To kick off our new blog series we want to start with the basics. This means starting at the beginning for anyone who is new to hydroponics and gardening generally. There are a lot of terms and variables to be aware of in hydroponics, especially in CEA (controlled environment agriculture), but don’t get overwhelmed… The different pieces of the puzzle fit together systematically and everything tends to be clarified as the whole picture comes into view.
Both EC (electrical conductivity) and PPM (parts per million) can be used to measure the amount of solutes in a given mix but a few things need to be taken into consideration…
EC passes an electrical current through solution and measures how easily it was able to get from point A to point B; it is most often measured in mS/cm (millisiemens/cm; also seen as microsiemens/cm [uS/cm] 1000 uS = 1mS).

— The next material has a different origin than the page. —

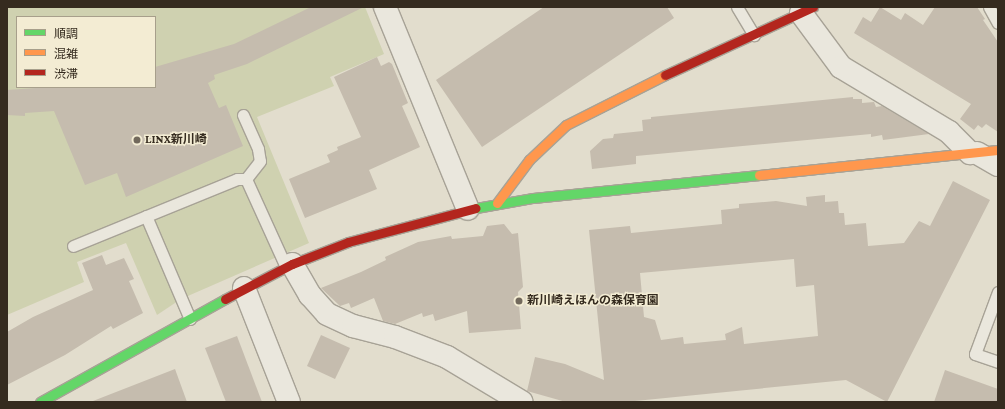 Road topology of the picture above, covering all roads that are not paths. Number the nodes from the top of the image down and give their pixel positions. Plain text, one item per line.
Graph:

The more ions present in solution (the more dissolved salts) the more available electrons there are to transfer charge from one pole to the other, making the solution more electrically conductive (ie, higher EC).
By the same token higher PPM will result in a higher EC. Both are a measure of how many dissolved salts are present in solution (if you’ve mixed your fertilizer properly, using clean unadulterated water) and therefore the nutrient levels available to your crops. It’s useful to think of PPM as a ratio (which it is) much like percentage, except that in this case we’re working with parts out of a million rather than a hundred; it also makes these numbers much more manageable when we notice that 1mg of a given element dissolved in 1L of water results in a 1PPM dilution ratio. This is because there are 1000mg in 1g and 1000g in 1L (1Kg) of water (1000×1000=1,000,000); how beautiful the metric system is!
EC readings are always derived using the above method. True PPM readings are done by sending a sample off to a lab that will dry and weigh each component element and return a guaranteed chemical analysis that looks something like this:
This method is by far the most precise because it gives us not only the amount of total dissolved salts but also the specific ratio of each one present in solution. The drawback to this approach is the time and cost involved; it will often take several weeks to receive a guaranteed analysis back from the lab making it relatively useless when you need to measure/dose your reservoir on a daily basis.
The other, and far more common, method of getting a PPM value is by converting it from an instantaneous EC reading. The problem here is that there are multiple conversion factors used by various manufacturing companies that give wildly different PPM readings from the same solution. The issue is that there is no general consensus on which conversion factor best reflects the actual properties of a given hydroponic nutrient regime. Some say NaCl (sodium chloride) while others claim the 442 conversion factor is more accurate.
The NaCl conversion factor is 500xEC in mS whereas the 442 conversion is 700xEC in mS. Check out the chart below to see just how far off your reading could be if you’re not using the appropriate conversion factor:
The simplest solution (haha) is to use EC. That way there is no conversion necessary and you can rest confidently knowing that your nutrient levels are where they should be.
Now, both EC and PPM will give you a reading of how much is in your solution but not what that something is. This is why EC levels are only ever part of the equation regarding nutrients in hydroponics. The other part is the ratio of the various macro- and micronutrients in solution. For that we need to look at your fertilizer, whether it be a premixed liquid nutrient or a bag of dry salts.
We’re going to look at nutrient composition in a separate post as well as different options when it comes to fertilizer regimes. For now, suffice it to say that EC/PPM deal directly with the quantity of nutrients in solution. Quality is the other part of this equation that we’ll get to in due course.